Cyrillus Kreek, composer of Estonian Swedes
Cyrillus Kreek, composer of Estonian Swedes
There is a memorial to the composer Cyrillus Kreek on the banks of Lake Väike Viik on Holmidepealne. The monument was created by sculptor Aime Kuulbusch and installed in front of the composer’s former home at Väike-Viigi 10 in 2008. It was the composer and his family’s last home between 1939 and 1962, and is where most of his work was created. Kreek had an important role in the musical life of the Estonian Swedes in the first half of the 20th century.
Kreek was born in 1889 in Saanika, near Haapsalu, and came into contact with Estonian Swedes at an early age. When the future composer was 7 years old, the family moved to the island of Vormsi, where his father got a teaching position at an Orthodox school. On Vormsi, Kreek also came into contact with the Swedish language for the first time. A few years later, the future composer came to Haapsalu to study.
Kreek became more closely involved with the Estonian Swedes after 1918, when he married his first wife, the Estonian Swede Maria Blees, in Haapsalu. Kreek took to reading a number of books in Swedish in a bid to learn more about his spouse’s mother tongue and culture.
In his youth, Kreek took part in an expedition organised by the Estonian Students Society to collect folk songs, starting his life-long love for folk music. He went on collecting expeditions himself and wrote down songs from his pupils. Kreek was also the first professional composer to take an interest in the musical heritage of Estonian Swedes, especially their traditional chorales. In 1921, he and his wife went to Noarootsi to collect folk songs. In total, Kreek collected 126 tunes sung by Estonian Swedes, 102 of which were folk chorales.
Kreek did not confine himself to collecting the song heritage of the Estonian Swedes, also taking up the position of a music teacher in the 1930s at the Swedish Upper Secondary Private School in Haapsalu.

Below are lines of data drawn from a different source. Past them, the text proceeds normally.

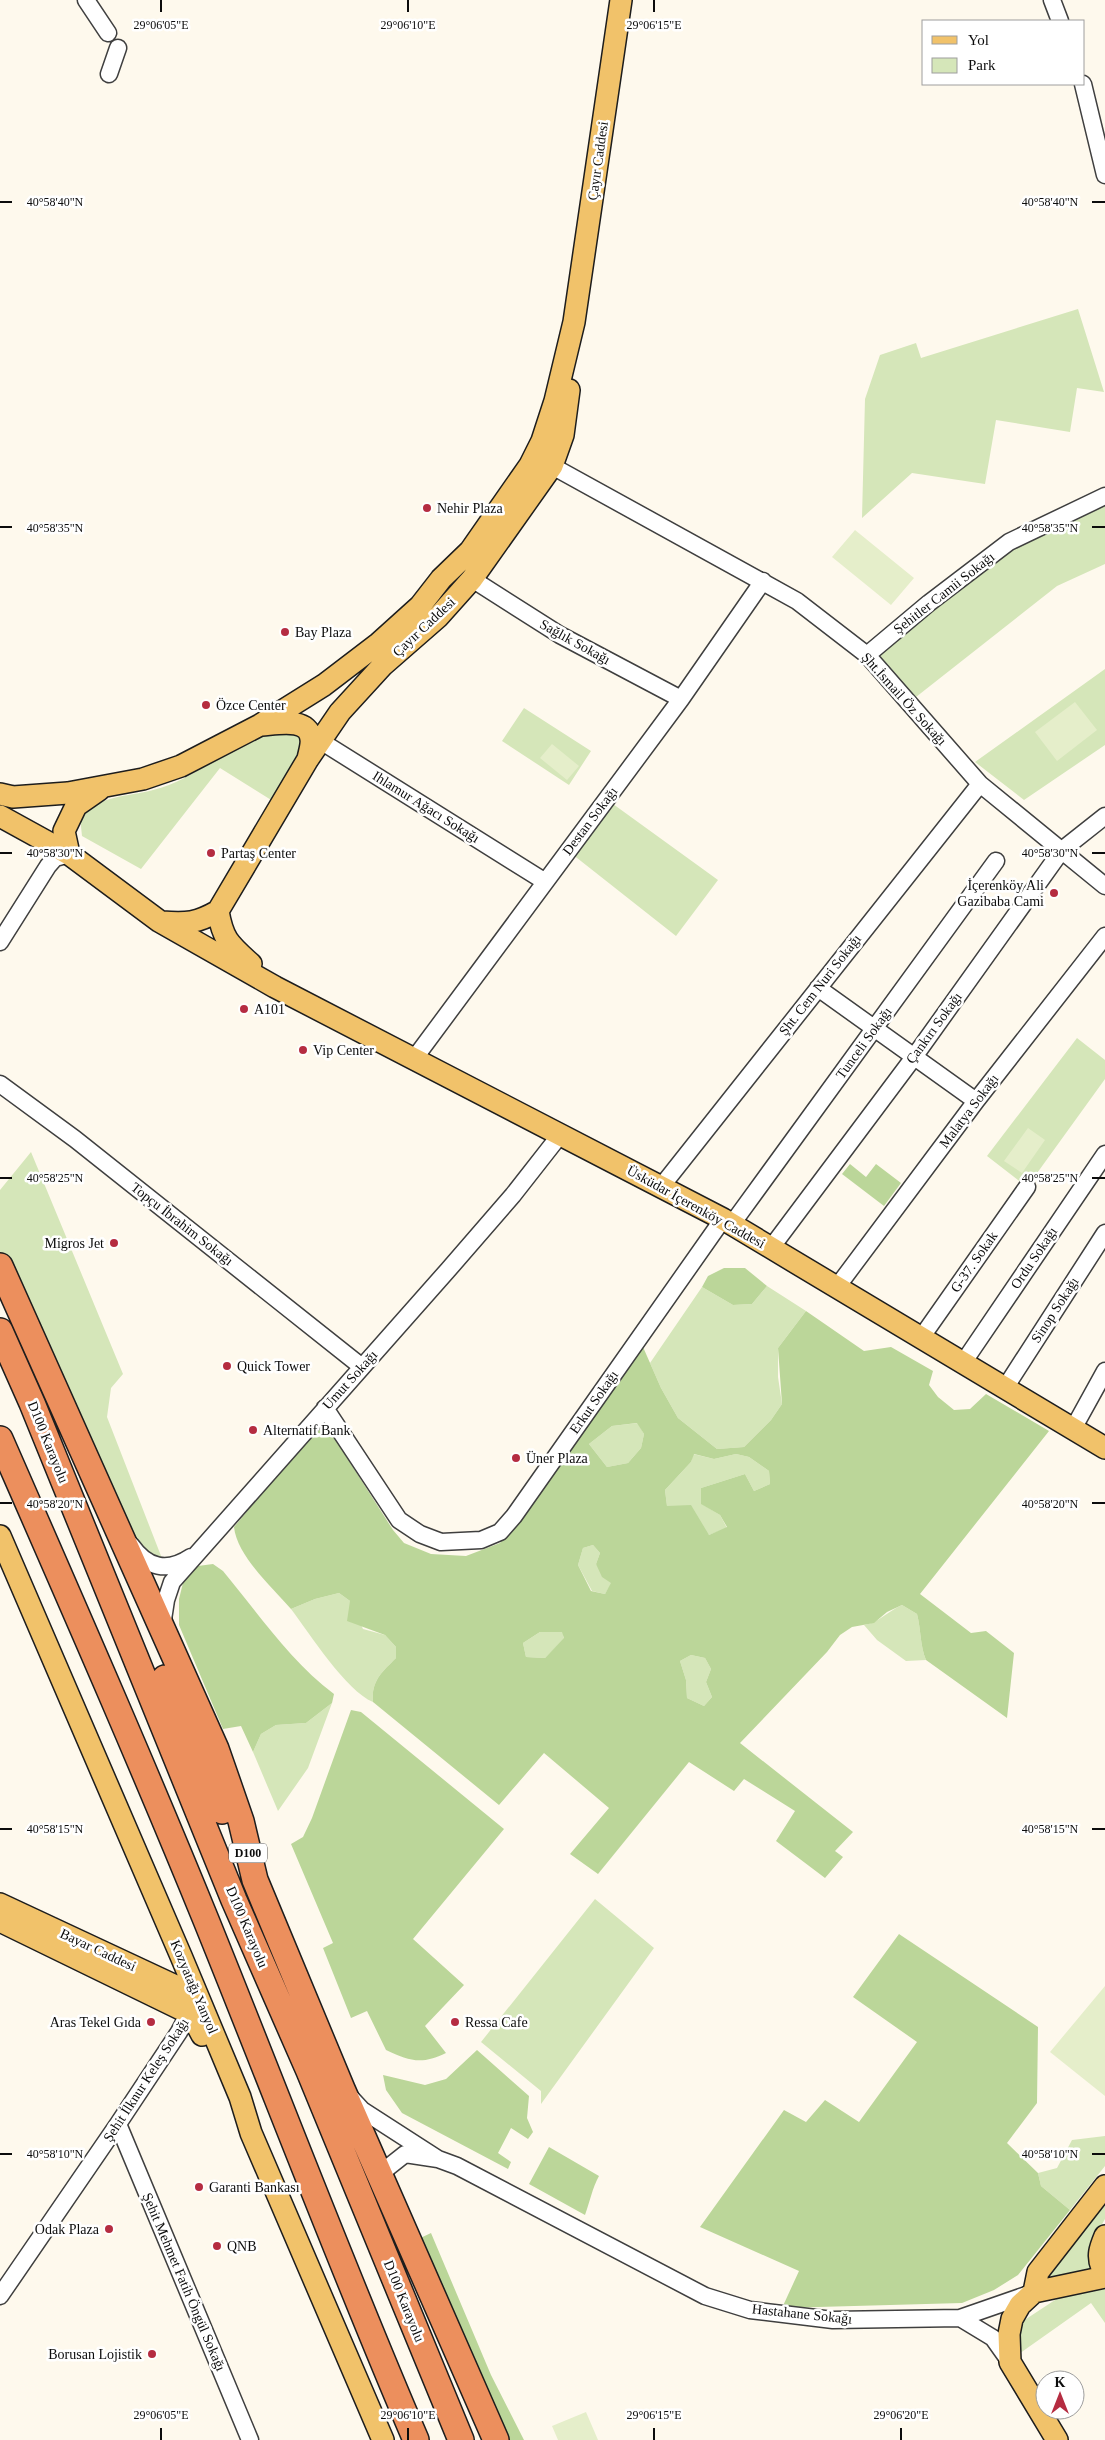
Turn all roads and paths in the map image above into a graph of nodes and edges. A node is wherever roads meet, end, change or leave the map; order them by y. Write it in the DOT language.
graph roads {
  1 [pos="86,0"];
  2 [pos="621,0"];
  3 [pos="1052,0"];
  4 [pos="1060,20"];
  5 [pos="108,33"];
  6 [pos="118,48"];
  7 [pos="109,74"];
  8 [pos="1083,85"];
  9 [pos="1105,175"];
  10 [pos="574,322"];
  11 [pos="552,466"];
  12 [pos="1105,496"];
  13 [pos="472,579"];
  14 [pos="763,581"];
  15 [pos="867,655"];
  16 [pos="681,699"];
  17 [pos="260,725"];
  18 [pos="314,737"];
  19 [pos="980,784"];
  20 [pos="101,789"];
  21 [pos="0,794"];
  22 [pos="0,816"];
  23 [pos="1105,816"];
  24 [pos="1062,850"];
  25 [pos="69,854"];
  26 [pos="996,861"];
  27 [pos="544,881"];
  28 [pos="1105,886"];
  29 [pos="218,911"];
  30 [pos="159,922"];
  31 [pos="1105,936"];
  32 [pos="0,942"];
  33 [pos="276,987"];
  34 [pos="818,988"];
  35 [pos="874,1028"];
  36 [pos="914,1057"];
  37 [pos="414,1059"];
  38 [pos="0,1084"];
  39 [pos="976,1101"];
  40 [pos="560,1135"];
  41 [pos="1105,1154"];
  42 [pos="662,1187"];
  43 [pos="1027,1187"];
  44 [pos="728,1222"];
  45 [pos="1105,1233"];
  46 [pos="771,1248"];
  47 [pos="0,1266"];
  48 [pos="837,1287"];
  49 [pos="0,1331"];
  50 [pos="921,1338"];
  51 [pos="963,1363"];
  52 [pos="362,1366"];
  53 [pos="1105,1371"];
  54 [pos="1005,1388"];
  55 [pos="32,1403"];
  56 [pos="324,1408"];
  57 [pos="1073,1429"];
  58 [pos="0,1439"];
  59 [pos="1105,1448"];
  60 [pos="116,1525"];
  61 [pos="0,1536"];
  62 [pos="197,1552"];
  63 [pos="163,1633"];
  64 [pos="255,1880"];
  65 [pos="0,1904"];
  66 [pos="0,1921"];
  67 [pos="193,2004"];
  68 [pos="342,2089"];
  69 [pos="118,2124"];
  70 [pos="438,2159"];
  71 [pos="383,2183"];
  72 [pos="1105,2186"];
  73 [pos="1105,2236"];
  74 [pos="1105,2270"];
  75 [pos="1105,2277"];
  76 [pos="1034,2292"];
  77 [pos="0,2296"];
  78 [pos="960,2318"];
  79 [pos="1010,2362"];
  80 [pos="250,2440"];
  81 [pos="384,2440"];
  82 [pos="416,2440"];
  83 [pos="462,2440"];
  84 [pos="494,2440"];
  85 [pos="1058,2440"];
  1 -- 5 [label="street"];
  2 -- 10 [label="main road, Çayır Caddesi"];
  3 -- 4 [label="street"];
  6 -- 7 [label="street"];
  8 -- 9 [label="street"];
  10 -- 11 [label="main road, Çayır Caddesi"];
  10 -- 17 [label="main road, Çayır Caddesi"];
  11 -- 13 [label="main road, Çayır Caddesi"];
  11 -- 14 [label="street, Şht.İsmail Öz Sokağı"];
  12 -- 15 [label="street, Şehitler Camii Sokağı"];
  13 -- 16 [label="street, Sağlık Sokağı"];
  13 -- 18 [label="main road, Çayır Caddesi"];
  14 -- 15 [label="street, Şht.İsmail Öz Sokağı"];
  14 -- 16 [label="street, Destan Sokağı"];
  15 -- 19 [label="street, Şht.İsmail Öz Sokağı"];
  16 -- 27 [label="street, Destan Sokağı"];
  17 -- 18 [label="main road"];
  17 -- 20 [label="main road, Çayır Caddesi"];
  18 -- 27 [label="street, Ihlamur Ağacı Sokağı"];
  18 -- 29 [label="main road"];
  19 -- 24 [label="street, Şht.İsmail Öz Sokağı"];
  19 -- 34 [label="street, Şht. Cem Nuri Sokağı"];
  20 -- 21 [label="main road, Çayır Caddesi"];
  20 -- 25 [label="main road"];
  22 -- 25 [label="main road, Üsküdar İçerenköy Caddesi"];
  23 -- 24 [label="street, Çankırı Sokağı"];
  24 -- 28 [label="street, Şht.İsmail Öz Sokağı"];
  24 -- 36 [label="street, Çankırı Sokağı"];
  25 -- 30 [label="main road, Üsküdar İçerenköy Caddesi"];
  25 -- 32 [label="street"];
  26 -- 35 [label="street, Tunceli Sokağı"];
  27 -- 37 [label="street, Destan Sokağı"];
  29 -- 30 [label="main road"];
  29 -- 33 [label="main road, Üsküdar İçerenköy Caddesi"];
  30 -- 33 [label="main road, Üsküdar İçerenköy Caddesi"];
  31 -- 39 [label="street, Malatya Sokağı"];
  33 -- 37 [label="main road, Üsküdar İçerenköy Caddesi"];
  34 -- 35 [label="street"];
  34 -- 42 [label="street, Şht. Cem Nuri Sokağı"];
  35 -- 36 [label="street"];
  35 -- 44 [label="street, Tunceli Sokağı"];
  36 -- 39 [label="street"];
  36 -- 46 [label="street, Çankırı Sokağı"];
  37 -- 40 [label="main road, Üsküdar İçerenköy Caddesi"];
  38 -- 52 [label="street, Topçu İbrahim Sokağı"];
  39 -- 48 [label="street, Malatya Sokağı"];
  40 -- 42 [label="main road, Üsküdar İçerenköy Caddesi"];
  40 -- 52 [label="street, Umut Sokağı"];
  41 -- 51 [label="street, Ordu Sokağı"];
  42 -- 44 [label="main road, Üsküdar İçerenköy Caddesi"];
  43 -- 50 [label="street, G-37. Sokak"];
  44 -- 46 [label="main road, Üsküdar İçerenköy Caddesi"];
  44 -- 56 [label="street, Erkut Sokağı"];
  45 -- 54 [label="street, Sinop Sokağı"];
  46 -- 48 [label="main road, Üsküdar İçerenköy Caddesi"];
  47 -- 60 [label="highway, D100"];
  48 -- 50 [label="main road, Üsküdar İçerenköy Caddesi"];
  49 -- 55 [label="highway, D100 Karayolu / D100"];
  50 -- 51 [label="main road, Üsküdar İçerenköy Caddesi"];
  51 -- 54 [label="main road, Üsküdar İçerenköy Caddesi"];
  52 -- 56 [label="street, Umut Sokağı"];
  53 -- 57 [label="street"];
  54 -- 57 [label="main road, Üsküdar İçerenköy Caddesi"];
  55 -- 64 [label="highway"];
  55 -- 83 [label="highway, D100 Karayolu / D100"];
  56 -- 62 [label="street, Umut Sokağı"];
  57 -- 59 [label="main road, Üsküdar İçerenköy Caddesi"];
  58 -- 82 [label="highway"];
  60 -- 62 [label="street"];
  60 -- 63 [label="highway, D100"];
  61 -- 67 [label="main road, Kozyatağı Yanyol"];
  62 -- 63 [label="street, Umut Sokağı"];
  63 -- 64 [label="highway, D100"];
  64 -- 68 [label="highway, D100"];
  65 -- 67 [label="main road, Bayar Caddesi"];
  66 -- 67 [label="main road, Bayar Caddesi"];
  67 -- 69 [label="street, Şehit İlknur Keleş Sokağı"];
  67 -- 81 [label="main road, Kozyatağı Yanyol"];
  68 -- 70 [label="street, Hastahane Sokağı"];
  68 -- 71 [label="highway, D100"];
  69 -- 77 [label="street, Şehit İlknur Keleş Sokağı"];
  69 -- 80 [label="street, Şehit Mehmet Fatih Öngül Sokağı"];
  70 -- 71 [label="street, Hastahane Sokağı"];
  70 -- 78 [label="street, Hastahane Sokağı"];
  71 -- 84 [label="highway, D100"];
  72 -- 76 [label="main road"];
  73 -- 74 [label="main road"];
  75 -- 76 [label="main road, Hastahane Sokağı"];
  76 -- 78 [label="street, Hastahane Sokağı"];
  76 -- 79 [label="main road"];
  78 -- 79 [label="street"];
  79 -- 85 [label="main road"];
}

He also promoted the choir movement among the Estonian Swedes, which culminated in the organisation of the first Song Festival of the Estonian Swedes in Haapsalu in 1933.
After his studies at the Saint Petersburg Conservatory (1908-1916), he returned to Estonia and became a music teacher, first at the Rakvere Teachers’ Seminary and at the Tartu Higher Music School, and then in Haapsalu from 1921, where he remained for the rest of his life. In Haapsalu, Kreek continued to work as a music teacher at the Läänemaa Teachers’ Seminary, the Läänemaa Joint Upper Secondary School and the Swedish Upper Secondary Private School, and at the Haapsalu Teachers’ Seminary after World War II. His second wife, Aleksandra Tinskij, was a student of his at the Läänemaa Teachers’ Seminary. Former pupils have recalled that Kreek had no problems asserting himself at school.

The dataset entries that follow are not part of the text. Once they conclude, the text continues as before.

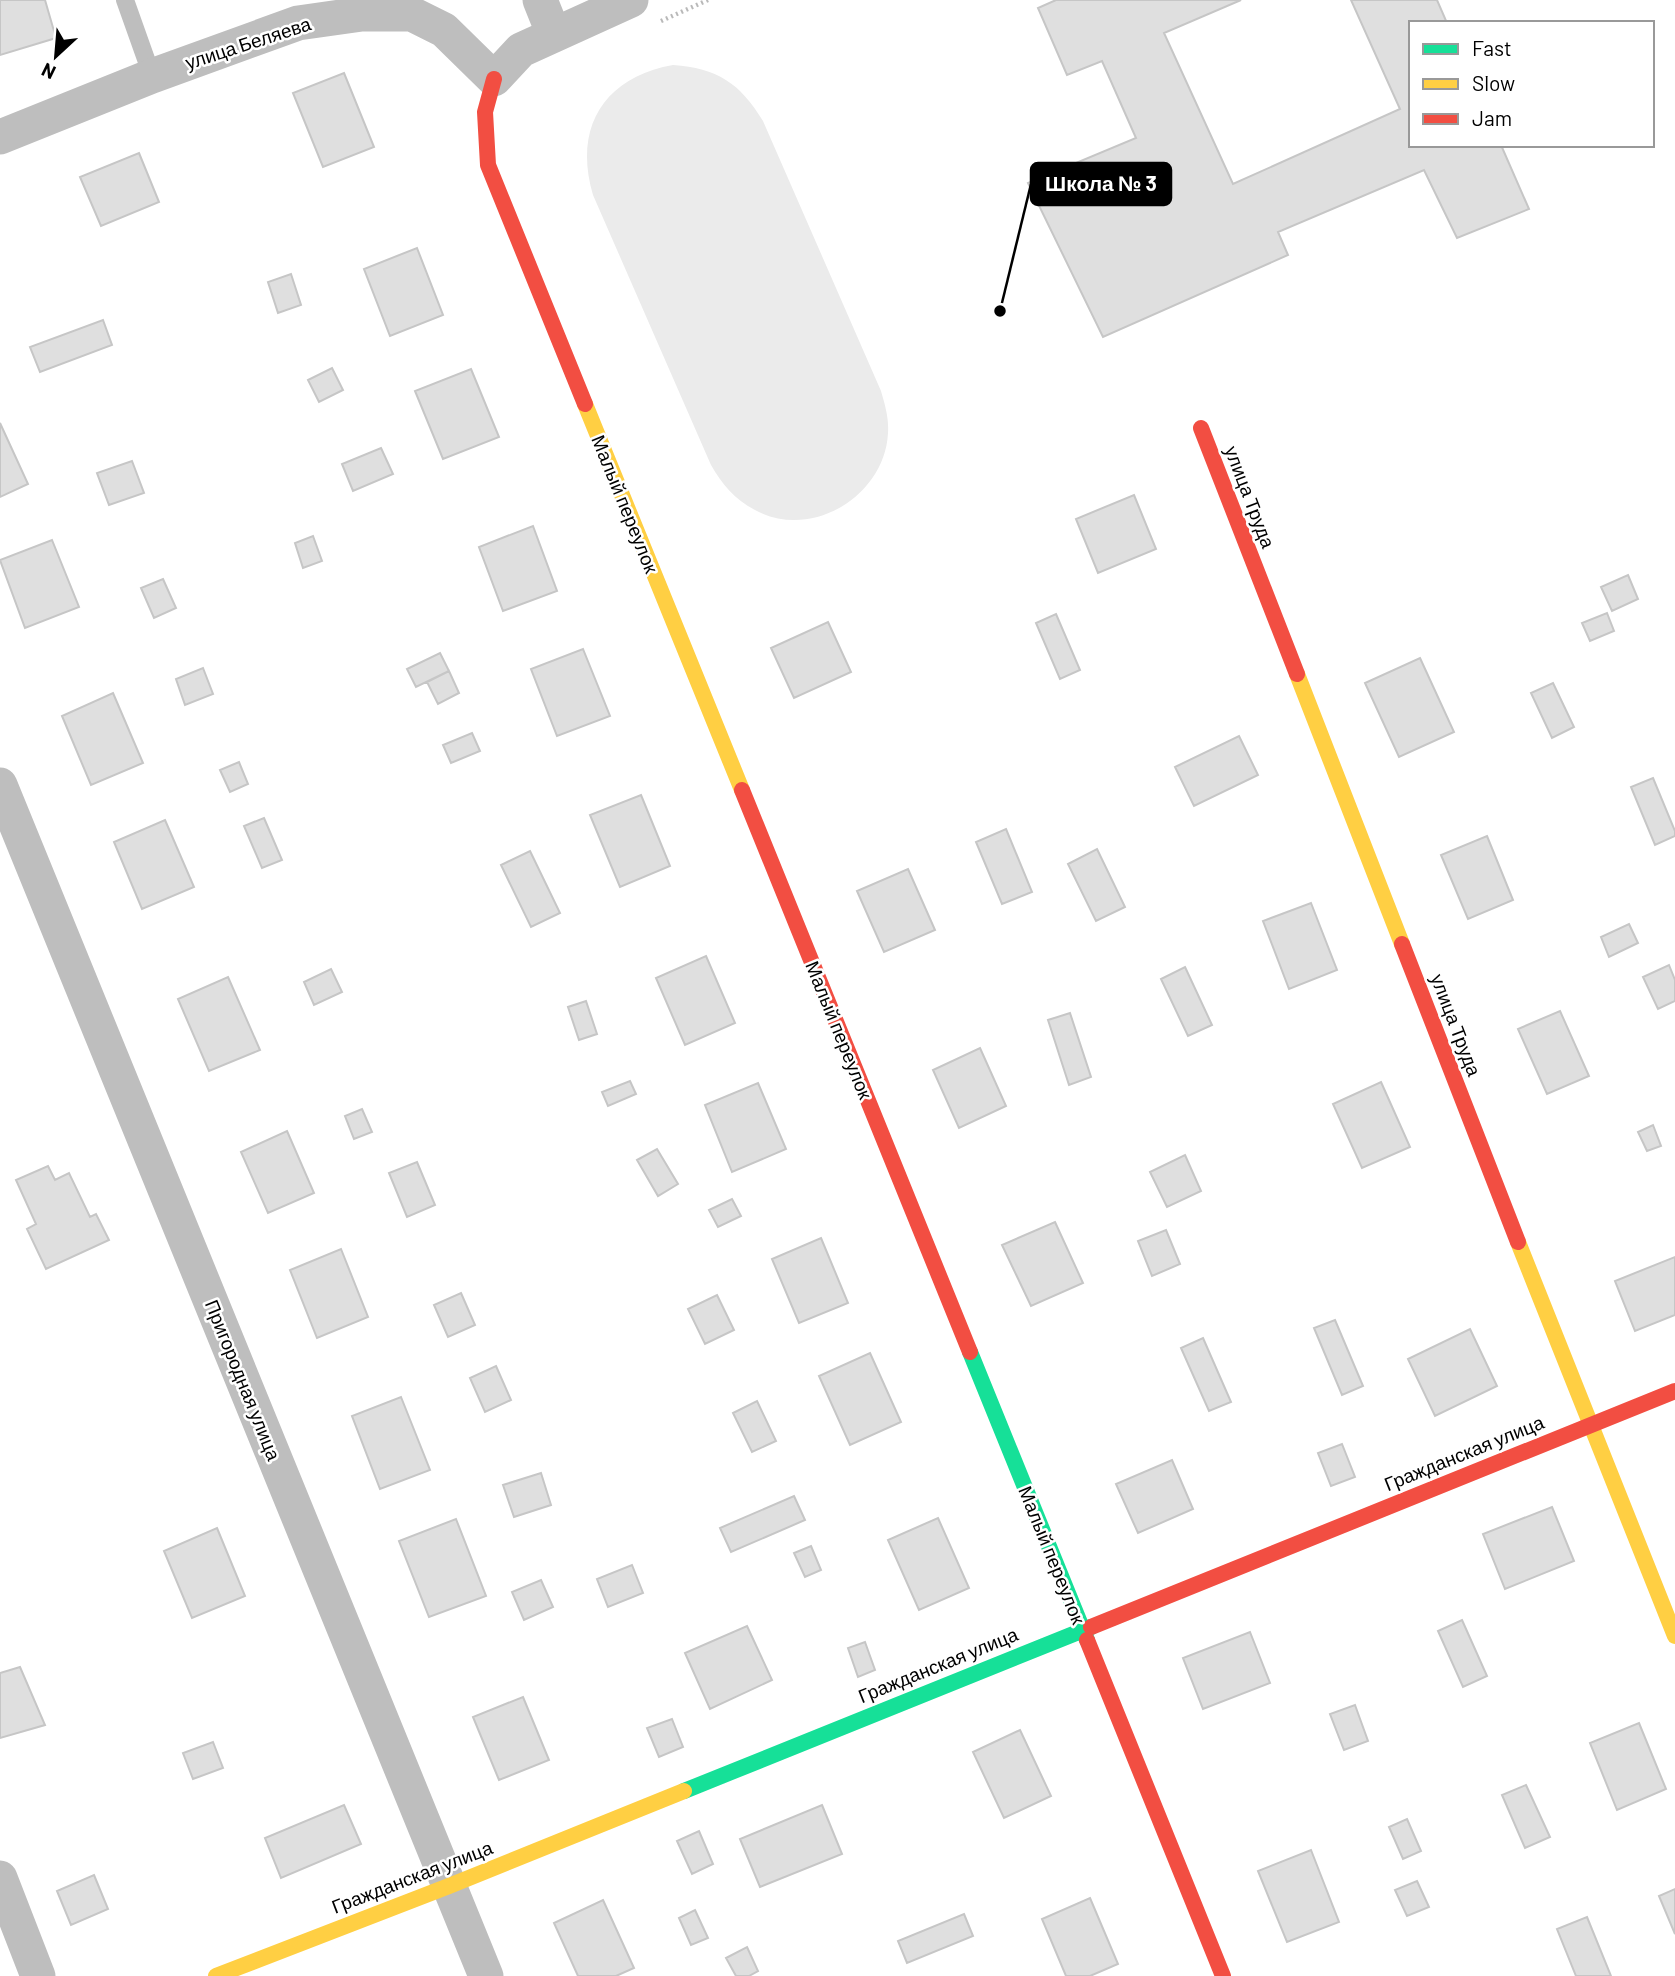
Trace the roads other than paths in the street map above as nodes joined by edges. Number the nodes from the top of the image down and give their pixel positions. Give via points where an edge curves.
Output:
1 (125, 0) edge
2 (540, 0) edge
3 (631, 0) edge
4 (554, 35) junction
5 (152, 76) junction
6 (494, 79) junction
7 (0, 136) edge
8 (1200, 428) dead end
9 (0, 785) edge
10 (1675, 1391) edge
11 (1589, 1426) junction
12 (1082, 1629) junction
13 (1675, 1636) edge
14 (0, 1878) edge
15 (449, 1886) junction
16 (38, 1976) edge
17 (216, 1976) edge
18 (486, 1976) edge
19 (1223, 1976) edge

1 - 5 lane
2 - 4 street
3 - 4 street
4 - 6 street via 522,50
5 - 6 street, улица Беляева via 298,23 362,14 412,15 444,30
5 - 7 street, улица Беляева
6 - 12 street, Малый переулок via 483,121 488,165
8 - 11 street, улица Труда
9 - 15 street, Пригородная улица
10 - 11 street, Гражданская улица
11 - 12 street, Гражданская улица
11 - 13 street, улица Труда
12 - 15 street, Гражданская улица
12 - 19 street, Малый переулок
14 - 16 street
15 - 17 street, Гражданская улица
15 - 18 street, Пригородная улица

Kreek did not limit himself to teaching, but was actively involved in the musical life of Haapsalu – he founded the mixed choir Heli and the men’s singing society, directed local choirs and county song festivals, and organised local concerts. Known for his good sense of humour and love of jokes and puns, Kreek was always a welcome guest at social gatherings.
Kreek composed a lot of religious music. This was probably one of the reasons why he was forced to leave the Tallinn Conservatory in 1950 after teaching theoretical subjects in 1940-41 and 1944-1950. Kreek’s peak composing period was the 1920s and 1930s, when he wrote his magnum opus ‘Requiem’. Kreek was not a popular composer during his lifetime because his works were very demanding. He did not offer his compositions to local choirs, probably due to the sheer complexity of the pieces.
The music school in Haapsalu bears the name of Cyrillus Kreek since 2014.
2014. Kreek was involved in a number of initiatives by Estonian Swedes. In 1933, the first Swedish Song Festival was held in Haapsalu, attended by ten choirs made up of 200 Estonian Swedish singers. Cyrillus Kreek was the general manager of the festival. For the Song Festival he arranged an old chorale for the mixed choir, ‘Den signade dag’ (‘This blessed day’) (Laanepõld 1974: 27). Kreek had written it down from 82-year-old Mats Fagerlund in the village of Bergsby in Riguldi municipality in the parish of Noarootsi (ERA III 4, 341/3 (41); see also photo 5). At the end of the 1930s, Kreek also worked for a short time as a music teacher at the Swedish Upper Secondary Private School in Haapsalu (Laanepõld 1974: 27).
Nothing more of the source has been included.